In this course, you have obtained a good grasp of manual and automatic CPU vectorization:
- Hardware and software requirements for using SSE and AVX instructions in your code.
- Vector datatypes available.
- Information about how to check for autovectorization usage, and hints about loops that can be autovectorized.
- C++ Vector Frameworks.
- Masking and conditional loading.
- Controlling the Data Flow.
Pros and Cons
AVX and SSE vectorization are interesting, and the theoretical benefit surpasses any linear optimization:
- Potential gains of 300% to 600% performance versus linear code.
- Similarities with CUDA, vectorized programming at the GPU level.
- Performance depends on the running hardware.
- Bad performance when there is massive data loading and unloading.
- Data Flow can become very hard to control, and execution time of every value inside a vector affects the whole vector execution time.

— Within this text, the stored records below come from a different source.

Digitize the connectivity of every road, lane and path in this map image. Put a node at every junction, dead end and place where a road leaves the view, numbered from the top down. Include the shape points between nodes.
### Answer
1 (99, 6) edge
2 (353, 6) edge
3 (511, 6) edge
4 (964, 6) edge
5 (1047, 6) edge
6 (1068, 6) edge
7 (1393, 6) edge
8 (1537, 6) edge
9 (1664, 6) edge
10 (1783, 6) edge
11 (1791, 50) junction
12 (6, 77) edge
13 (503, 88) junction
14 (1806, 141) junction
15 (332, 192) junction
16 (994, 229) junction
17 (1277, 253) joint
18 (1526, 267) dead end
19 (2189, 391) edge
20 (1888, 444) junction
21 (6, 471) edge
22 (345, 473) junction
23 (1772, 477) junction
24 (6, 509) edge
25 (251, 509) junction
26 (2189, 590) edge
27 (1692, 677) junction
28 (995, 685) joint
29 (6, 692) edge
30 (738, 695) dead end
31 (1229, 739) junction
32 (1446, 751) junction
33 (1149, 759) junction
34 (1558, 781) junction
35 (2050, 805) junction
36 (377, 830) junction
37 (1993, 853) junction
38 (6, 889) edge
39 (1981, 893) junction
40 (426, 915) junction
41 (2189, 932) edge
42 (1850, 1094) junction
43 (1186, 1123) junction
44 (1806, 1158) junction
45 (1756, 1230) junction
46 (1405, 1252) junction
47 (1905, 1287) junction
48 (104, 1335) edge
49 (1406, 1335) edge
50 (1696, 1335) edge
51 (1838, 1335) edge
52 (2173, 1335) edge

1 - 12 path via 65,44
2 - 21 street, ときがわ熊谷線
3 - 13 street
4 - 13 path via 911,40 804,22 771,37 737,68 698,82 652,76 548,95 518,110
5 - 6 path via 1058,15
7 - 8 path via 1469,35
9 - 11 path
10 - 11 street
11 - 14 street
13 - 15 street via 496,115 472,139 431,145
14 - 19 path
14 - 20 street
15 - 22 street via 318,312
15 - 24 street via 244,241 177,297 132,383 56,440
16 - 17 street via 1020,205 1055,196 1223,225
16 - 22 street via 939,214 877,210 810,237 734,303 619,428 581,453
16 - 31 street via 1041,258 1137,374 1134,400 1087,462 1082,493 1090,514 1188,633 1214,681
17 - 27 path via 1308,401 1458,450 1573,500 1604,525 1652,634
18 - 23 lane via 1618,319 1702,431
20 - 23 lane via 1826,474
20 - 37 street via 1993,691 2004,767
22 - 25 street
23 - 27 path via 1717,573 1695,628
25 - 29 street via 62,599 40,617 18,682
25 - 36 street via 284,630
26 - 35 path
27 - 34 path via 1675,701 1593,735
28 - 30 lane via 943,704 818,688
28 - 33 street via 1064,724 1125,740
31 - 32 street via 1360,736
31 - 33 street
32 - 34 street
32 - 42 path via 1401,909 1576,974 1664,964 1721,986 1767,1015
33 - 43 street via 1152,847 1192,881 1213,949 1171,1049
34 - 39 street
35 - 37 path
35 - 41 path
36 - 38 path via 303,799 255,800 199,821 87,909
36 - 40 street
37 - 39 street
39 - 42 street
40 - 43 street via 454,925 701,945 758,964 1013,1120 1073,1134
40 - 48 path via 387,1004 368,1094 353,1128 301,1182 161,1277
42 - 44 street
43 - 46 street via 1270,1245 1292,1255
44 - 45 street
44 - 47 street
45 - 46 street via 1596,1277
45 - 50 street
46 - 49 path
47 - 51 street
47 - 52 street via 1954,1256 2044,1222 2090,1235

You can't exit early until all values satisfy the exit condition.
- Complex to code.
- Lack of intrinsic functions: Trigonometry, random numbers, integer division.
In the works: Offline MarsLander solver using a Genetic Algorithm (AVX enabled)
Codingame Multiplayer Games
AVX-enabled simulations can be achieved on some Codingame Multiplayer Games:
- Coders Strike Back My AVX version reached between 2.5 and 3.5 Million simulations/turn, with turns of 150 milliseconds. This is done by parallelizing 8 game state simulations at once. An older version with serialized calculations (that is, having data outside AVX, shuffling it inside AVX vectors, calculate, and unload the result) only achieved 600k sims/turn.
- Poker Chip Racer Performance is very dependant on the number of entities, between 100k and 1.5M sims/turn. Turns are 150ms too.
Many other games can be parallelized and simulated using AVX/SSE vectors.